The Riverside Press-Enterprise

Dangers lurk in having fully electronic health records

- Tom Elias Columnist Email Thomas Elias at tdelias@ aol.com.

If you’re in Southern California and get laboratory workups at UCLA Health Services, any Providence Health Center or the Cedars Sinai hospital network, the results are quickly available to every doctor linked to any of those systems.

The same in the San Francisco Bay area if you’re a patient getting lab work at any hospital in the Stanford University system and the University of California’s San Francisco network of medical centers.

But if you visit an independen­t specialist or a mental health profession­al, reports on your visits may not make it onto either of these or any other large computeriz­ed health care network.

For there now are few official links between the major regional hospital systems around the state.

This reality, this little bit of privacy, figures to end Jan. 1, 2024, whether patients like it or not. Among others, that could affect women coming to California for abortions from states where they are now illegal. It also will create computer data when patients visit psychologi­sts and psychiatri­sts, where office visit reports mostly are not now computeriz­ed.

That’s because, as part of an omnibus health care bill passed a year ago, state lawmakers almost as an afterthoug­ht ordered the creation of a unified statewide electronic records system for virtually all types of patient informatio­n.

Also in the bill was a well-publicized expansion of Medi-cal’s patient population to include many immigrants here illegally. So were expanded payments by Medi-cal to physicians, aiming to give them parity with doctors paid by the federal Medicare system. And much more.

But little attention went to Section 1862 of the bill (known as AB 133), which required just one public hearing about the rules and operating principles for the largest-ever state compendium of private medical records.

The high-minded idea behind this was to make all medical data and treatment plans for any patient seeing any California provider instantly available to all eligible practition­ers. Taking medical histories on first visits would become very simple.

But it also will end the concept of patients keeping any secrets from doctors, psychologi­sts or other medical folk.

All this informatio­n will supposedly be available only to those who need it, including hospitals, health plans, provider groups and doctors. But less than two years ago, thieves used the nominally confidenti­al records of the Employment Developmen­t Department to steal upward of $20 billion. Just last spring, hackers pried open supposedly confidenti­al state lists of applicants for concealed weapon permits.

So no matter what anyone says, there’s no guarantee of privacy for medical patients under this system, even if doctors respect patient confidenti­ality.

If a husband sees a psychiatri­st and doesn’t want his wife or friends to know, reports on the visits will appear on the system.

If a patient seeks a second opinion but doesn’t want the original doctor to know she’s checking up on his diagnosis or treatment plan, the original doctor eventually can see details of the second opinion session. Visits to abortion clinics may not remain secret from officials of other states, either.

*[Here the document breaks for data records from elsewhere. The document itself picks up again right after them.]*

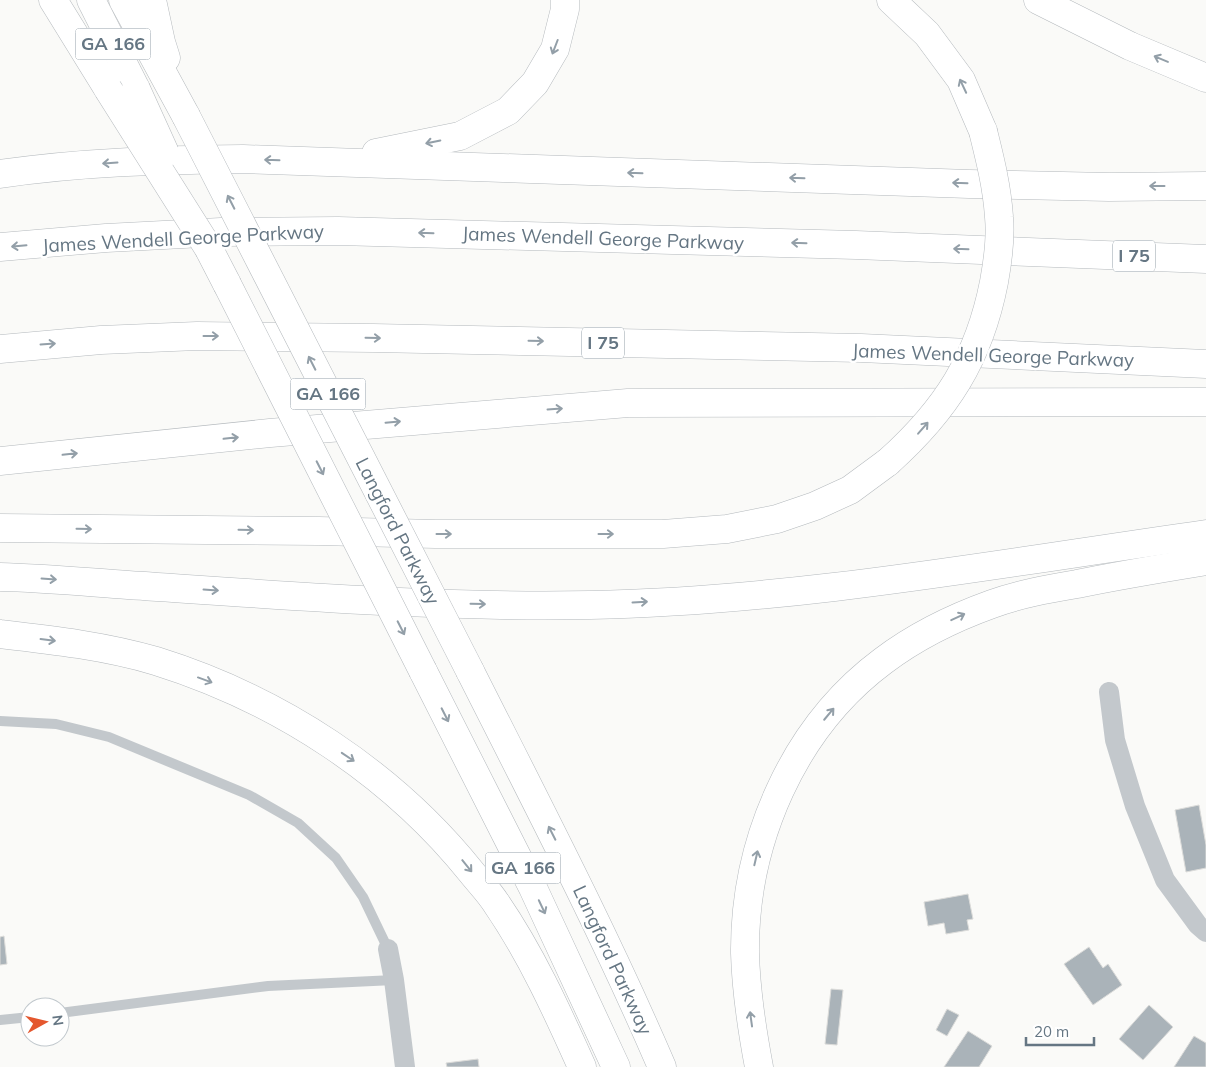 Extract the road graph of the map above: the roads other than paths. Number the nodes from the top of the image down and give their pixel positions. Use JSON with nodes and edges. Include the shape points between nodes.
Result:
{"nodes":[{"id":1,"x":53,"y":0,"type":"edge"},
{"id":2,"x":91,"y":0,"type":"edge"},
{"id":3,"x":123,"y":0,"type":"edge"},
{"id":4,"x":152,"y":0,"type":"edge"},
{"id":5,"x":565,"y":0,"type":"edge"},
{"id":6,"x":891,"y":0,"type":"edge"},
{"id":7,"x":1038,"y":0,"type":"edge"},
{"id":8,"x":1206,"y":78,"type":"edge"},
{"id":9,"x":172,"y":86,"type":"junction"},
{"id":10,"x":321,"y":162,"type":"junction"},
{"id":11,"x":0,"y":166,"type":"edge"},
{"id":12,"x":44,"y":167,"type":"junction"},
{"id":13,"x":0,"y":174,"type":"edge"},
{"id":14,"x":1206,"y":186,"type":"edge"},
{"id":15,"x":0,"y":247,"type":"edge"},
{"id":16,"x":209,"y":249,"type":"junction"},
{"id":17,"x":1206,"y":259,"type":"edge"},
{"id":18,"x":0,"y":349,"type":"edge"},
{"id":19,"x":1206,"y":364,"type":"edge"},
{"id":20,"x":1206,"y":402,"type":"edge"},
{"id":21,"x":0,"y":461,"type":"edge"},
{"id":22,"x":0,"y":528,"type":"edge"},
{"id":23,"x":1206,"y":534,"type":"edge"},
{"id":24,"x":1206,"y":560,"type":"edge"},
{"id":25,"x":0,"y":577,"type":"edge"},
{"id":26,"x":0,"y":634,"type":"edge"},
{"id":27,"x":1109,"y":692,"type":"dead end"},
{"id":28,"x":0,"y":721,"type":"edge"},
{"id":29,"x":1206,"y":932,"type":"edge"},
{"id":30,"x":388,"y":949,"type":"joint"},
{"id":31,"x":394,"y":980,"type":"junction"},
{"id":32,"x":70,"y":1012,"type":"edge"},
{"id":33,"x":20,"y":1017,"type":"edge"},
{"id":34,"x":0,"y":1020,"type":"edge"},
{"id":35,"x":405,"y":1067,"type":"edge"},
{"id":36,"x":582,"y":1067,"type":"edge"},
{"id":37,"x":616,"y":1067,"type":"edge"},
{"id":38,"x":662,"y":1067,"type":"edge"},
{"id":39,"x":759,"y":1067,"type":"edge"}],
"edges":[{"from":1,"to":16,"type":"highway","bridge":true},
{"from":2,"to":16,"type":"highway","number":"GA 166","bridge":true,"via":[[136,89]]},
{"from":3,"to":9,"type":"highway","number":"GA 166"},
{"from":4,"to":9,"type":"highway"},
{"from":5,"to":10,"type":"highway","one_way":true,"via":[[555,49],[536,83],[508,111],[460,136],[399,150]]},
{"from":22,"to":6,"type":"highway","one_way":true,"bridge":true,"via":[[663,534],[727,529],[777,519],[850,490],[912,440],[952,391],[970,361],[982,329],[998,258],[1000,219],[996,182],[983,131],[961,80],[928,34]]},
{"from":8,"to":7,"type":"highway","one_way":true,"via":[[1130,46]]},
{"from":38,"to":9,"type":"highway","name":"Langford Parkway","number":"GA 166","one_way":true,"bridge":true,"via":[[580,888]]},
{"from":10,"to":12,"type":"highway","one_way":true,"via":[[224,159]]},
{"from":14,"to":10,"type":"highway","one_way":true,"via":[[969,184]]},
{"from":11,"to":12,"type":"highway"},
{"from":12,"to":13,"type":"highway"},
{"from":17,"to":15,"type":"highway","name":"James Wendell George Parkway","number":"I 75","one_way":true,"via":[[856,245],[338,231],[221,232]]},
{"from":16,"to":37,"type":"highway","number":"GA 166","one_way":true,"bridge":true,"via":[[533,888]]},
{"from":18,"to":19,"type":"highway","name":"James Wendell George Parkway","number":"I 75","one_way":true,"via":[[197,336],[373,338],[861,348]]},
{"from":21,"to":20,"type":"highway","one_way":true,"via":[[628,404]]},
{"from":25,"to":23,"type":"highway","one_way":true,"via":[[343,598],[590,605],[740,597],[836,587]]},
{"from":39,"to":24,"type":"highway","one_way":true,"via":[[745,953],[756,856],[785,779],[829,714],[883,662],[921,636],[967,613],[1032,593]]},
{"from":26,"to":36,"type":"highway","one_way":true,"via":[[79,643],[155,661],[229,688],[299,724],[365,768],[421,817],[457,854],[496,902],[532,963]]},
{"from":27,"to":29,"type":"street","via":[[1115,740],[1135,806],[1165,880],[1198,926]]},
{"from":28,"to":30,"type":"lane","via":[[56,724],[109,738],[250,795],[298,822],[336,858],[363,897]]},
{"from":30,"to":31,"type":"street"},
{"from":31,"to":32,"type":"lane","via":[[268,986]]},
{"from":31,"to":35,"type":"street"},
{"from":33,"to":34,"type":"lane"}]} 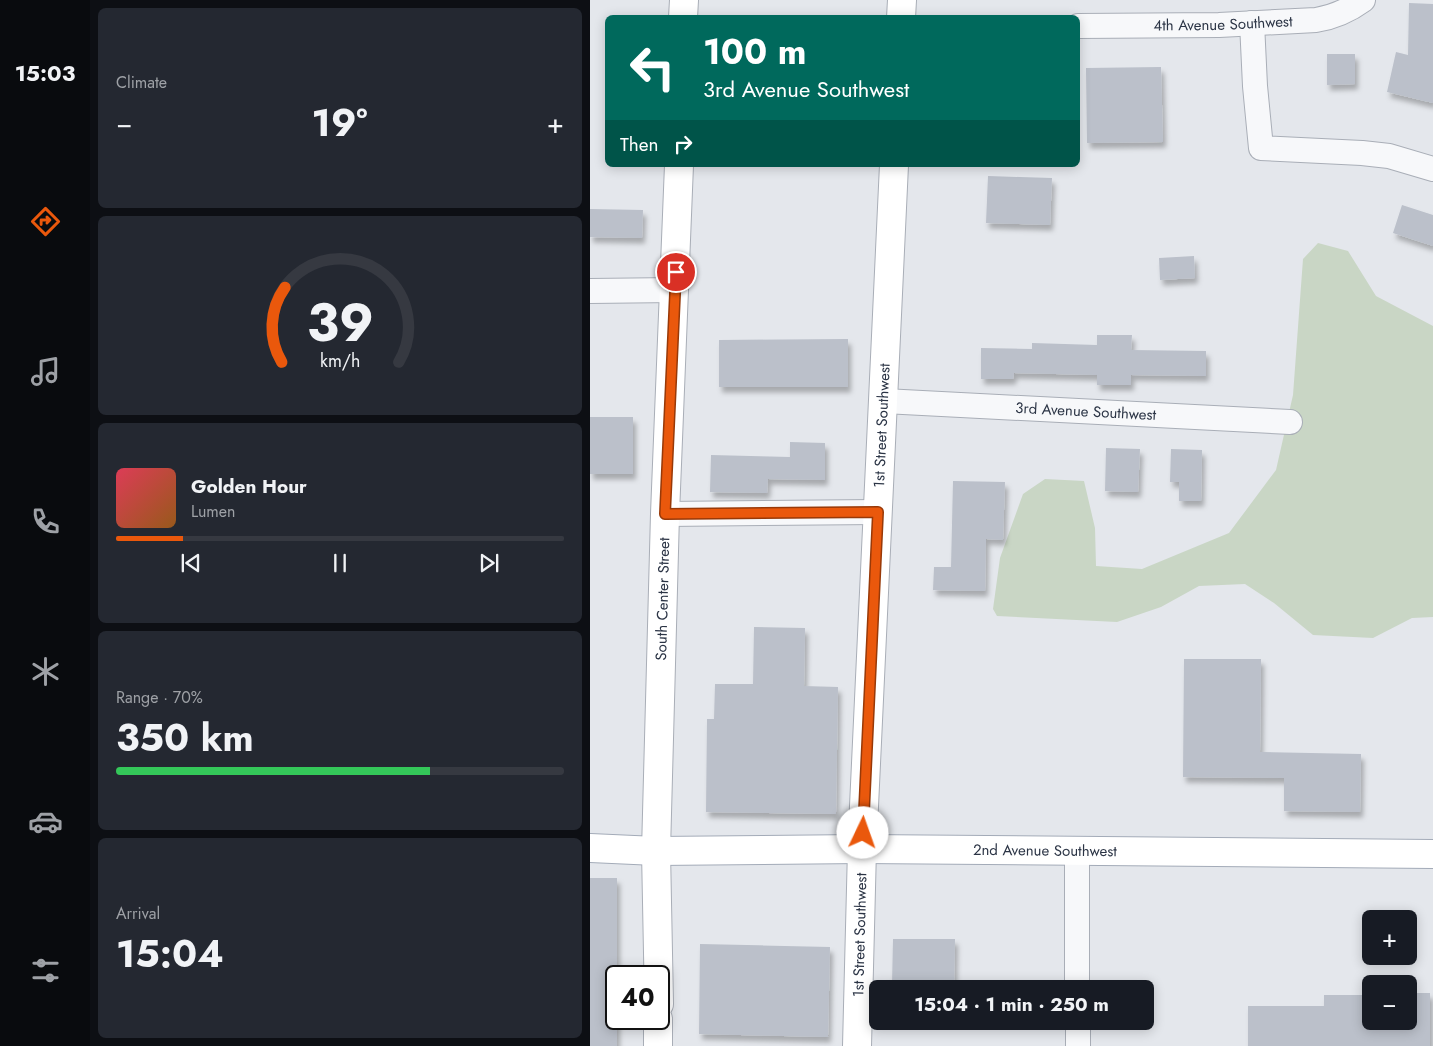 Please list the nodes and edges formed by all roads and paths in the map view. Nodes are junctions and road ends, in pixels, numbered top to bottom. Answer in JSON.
{"nodes":[{"id":1,"x":684,"y":0,"type":"edge"},
{"id":2,"x":902,"y":0,"type":"edge"},
{"id":3,"x":1363,"y":0,"type":"edge"},
{"id":4,"x":684,"y":15,"type":"edge"},
{"id":5,"x":901,"y":15,"type":"edge"},
{"id":6,"x":1252,"y":23,"type":"junction"},
{"id":7,"x":1080,"y":26,"type":"edge"},
{"id":8,"x":679,"y":167,"type":"edge"},
{"id":9,"x":894,"y":167,"type":"edge"},
{"id":10,"x":1433,"y":169,"type":"edge"},
{"id":11,"x":675,"y":290,"type":"junction"},
{"id":12,"x":590,"y":291,"type":"edge"},
{"id":13,"x":884,"y":401,"type":"junction"},
{"id":14,"x":1290,"y":422,"type":"dead end"},
{"id":15,"x":878,"y":512,"type":"junction"},
{"id":16,"x":665,"y":514,"type":"junction"},
{"id":17,"x":590,"y":848,"type":"edge"},
{"id":18,"x":862,"y":849,"type":"junction"},
{"id":19,"x":656,"y":851,"type":"junction"},
{"id":20,"x":1078,"y":851,"type":"junction"},
{"id":21,"x":1433,"y":854,"type":"edge"},
{"id":22,"x":658,"y":965,"type":"edge"},
{"id":23,"x":1077,"y":980,"type":"edge"},
{"id":24,"x":658,"y":1030,"type":"edge"},
{"id":25,"x":1078,"y":1030,"type":"edge"},
{"id":26,"x":658,"y":1046,"type":"edge"},
{"id":27,"x":857,"y":1046,"type":"edge"},
{"id":28,"x":1078,"y":1046,"type":"edge"}],
"edges":[{"from":1,"to":4,"type":"street"},
{"from":2,"to":5,"type":"street"},
{"from":3,"to":6,"type":"street","name":"4th Avenue Southwest"},
{"from":6,"to":7,"type":"street","name":"4th Avenue Southwest"},
{"from":6,"to":10,"type":"street"},
{"from":8,"to":11,"type":"street","name":"South Center Street"},
{"from":9,"to":13,"type":"street","name":"1st Street Southwest"},
{"from":11,"to":12,"type":"street"},
{"from":11,"to":16,"type":"street","name":"South Center Street"},
{"from":13,"to":14,"type":"street","name":"3rd Avenue Southwest"},
{"from":13,"to":15,"type":"street","name":"1st Street Southwest"},
{"from":15,"to":16,"type":"street"},
{"from":15,"to":18,"type":"street","name":"1st Street Southwest"},
{"from":16,"to":19,"type":"street","name":"South Center Street"},
{"from":17,"to":19,"type":"street","name":"2nd Avenue Southwest"},
{"from":18,"to":19,"type":"street","name":"2nd Avenue Southwest"},
{"from":18,"to":20,"type":"street","name":"2nd Avenue Southwest"},
{"from":18,"to":27,"type":"street","name":"1st Street Southwest"},
{"from":19,"to":22,"type":"street","name":"South Center Street"},
{"from":20,"to":21,"type":"street","name":"2nd Avenue Southwest"},
{"from":20,"to":23,"type":"street"},
{"from":24,"to":26,"type":"street"},
{"from":25,"to":28,"type":"street"}]} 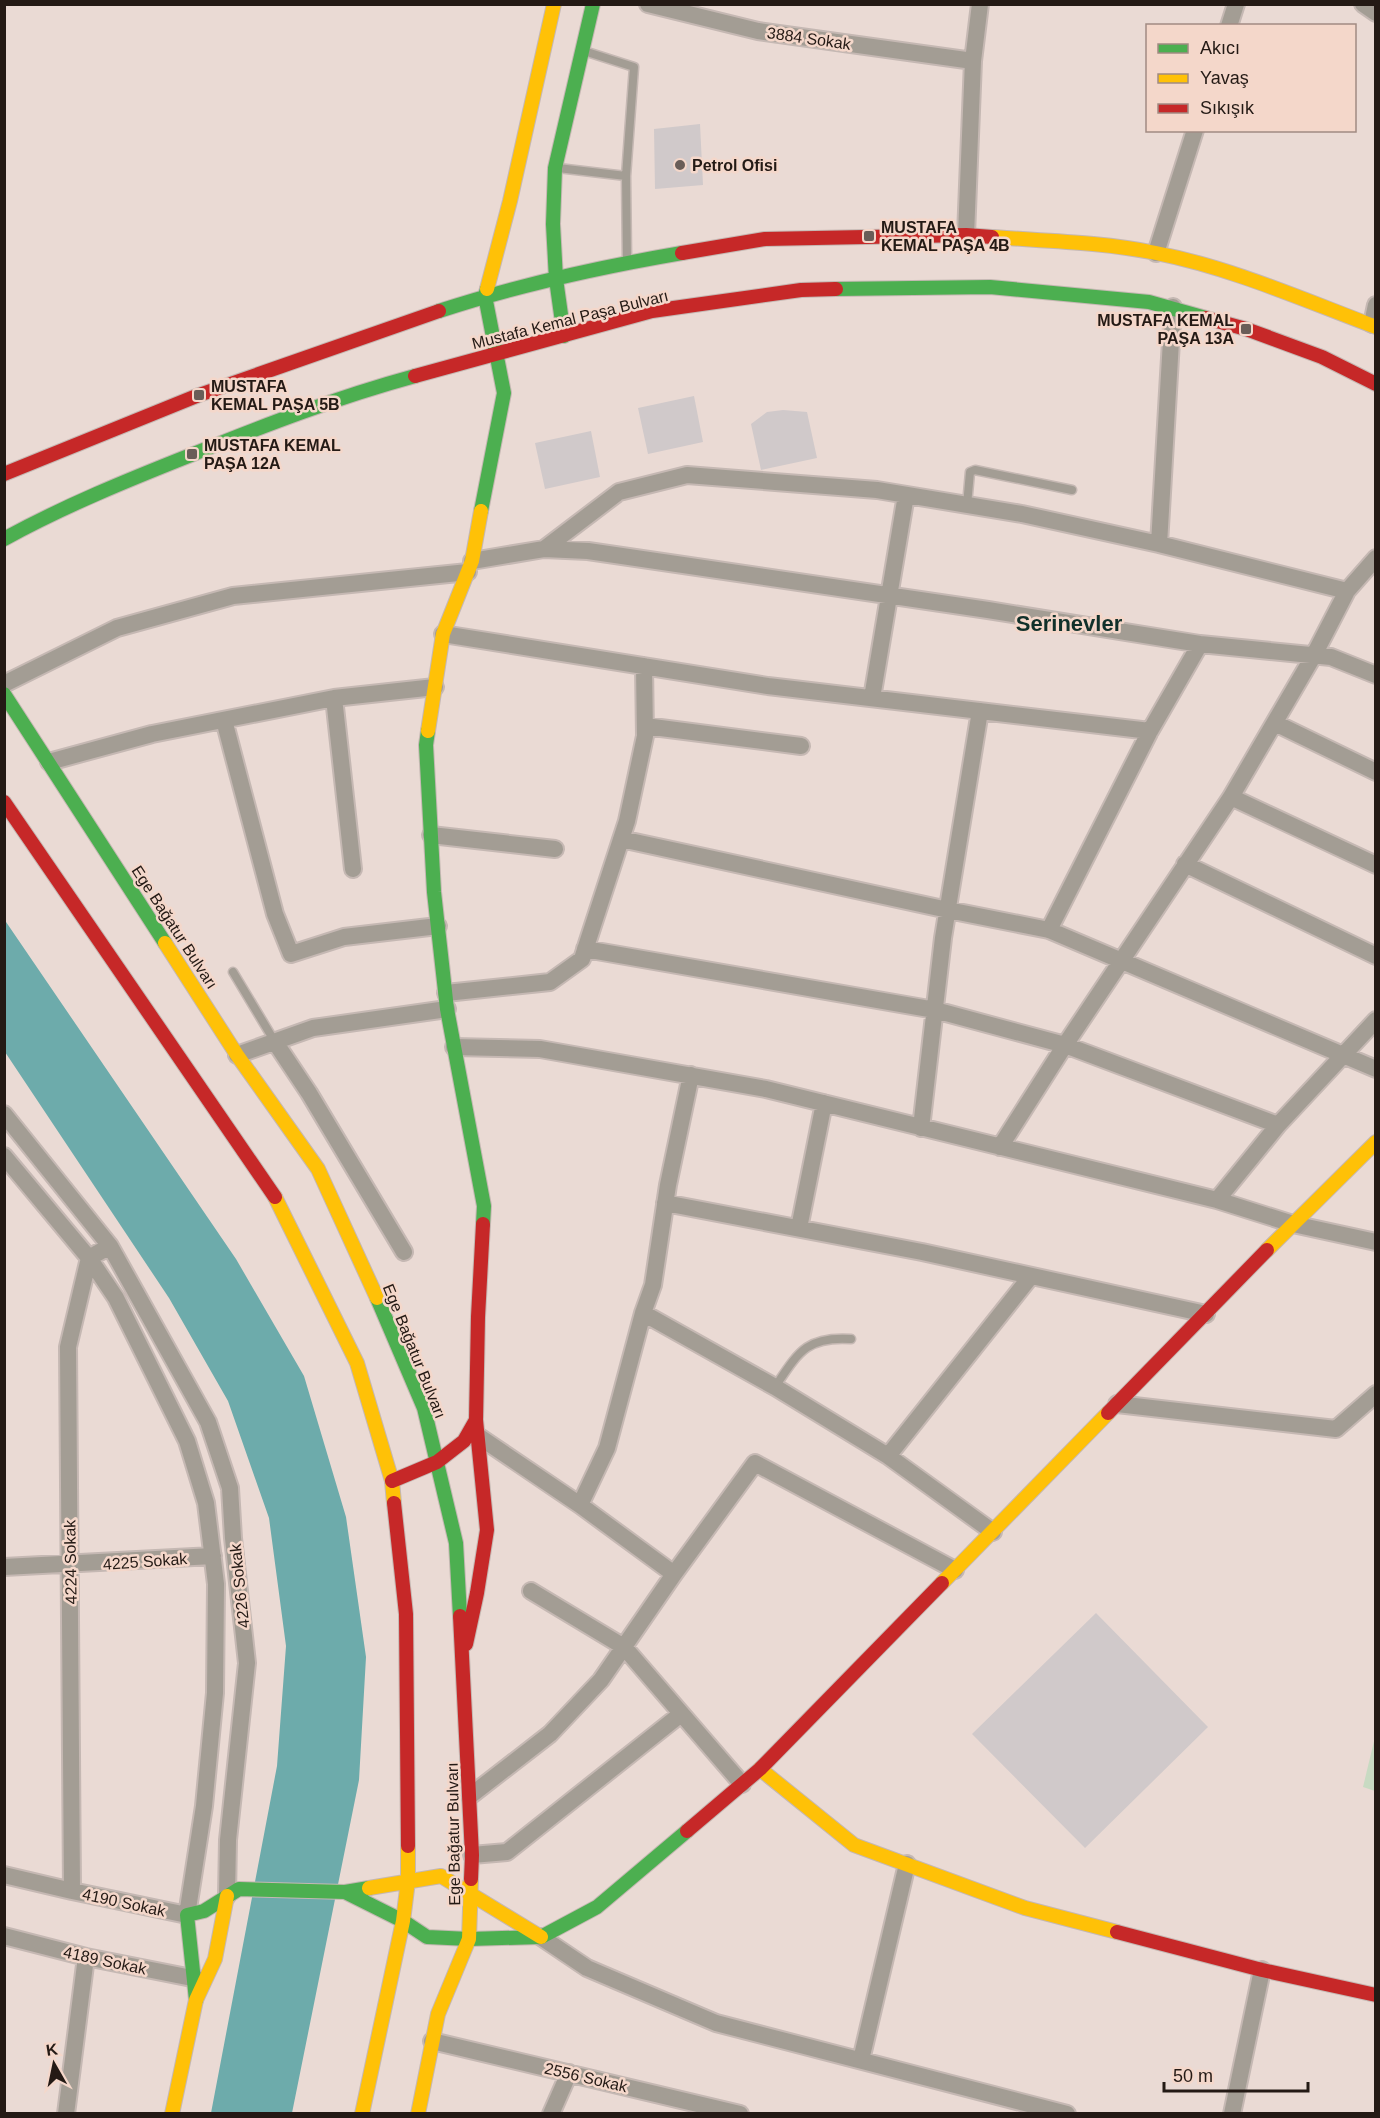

Under these conditions, how many people will forgo treatments they now get? No one can predict, especially when input on the new plan all has come from “stakeholde­rs,” the same people and companies who will legitimate­ly access the new system.

The guiding principles of this plan do look benign: Assure that everyone gets state-of-the-art treatment, regardless of race or finances. Make maximum data available prior to vital medical decisions. Give patients access to all their medical records. Reinforce data security. And make sure every provider enters all informatio­n on every patient visit.

But there has been too little public input into all this, no formal venue for individual­s to express misgivings or make suggestion­s.

A lone (poorly advertised) public hearing is not enough input for something so far-reaching.

Proponents of the new system gripe that too much medical informatio­n now resides in isolated “silos” where it usually doesn’t help save lives or trauma.

But when only so-called stakeholde­rs — and not the patients whose records will be compiled — are consulted about a change this big, trouble inevitably awaits and probably will arrive sooner rather than later.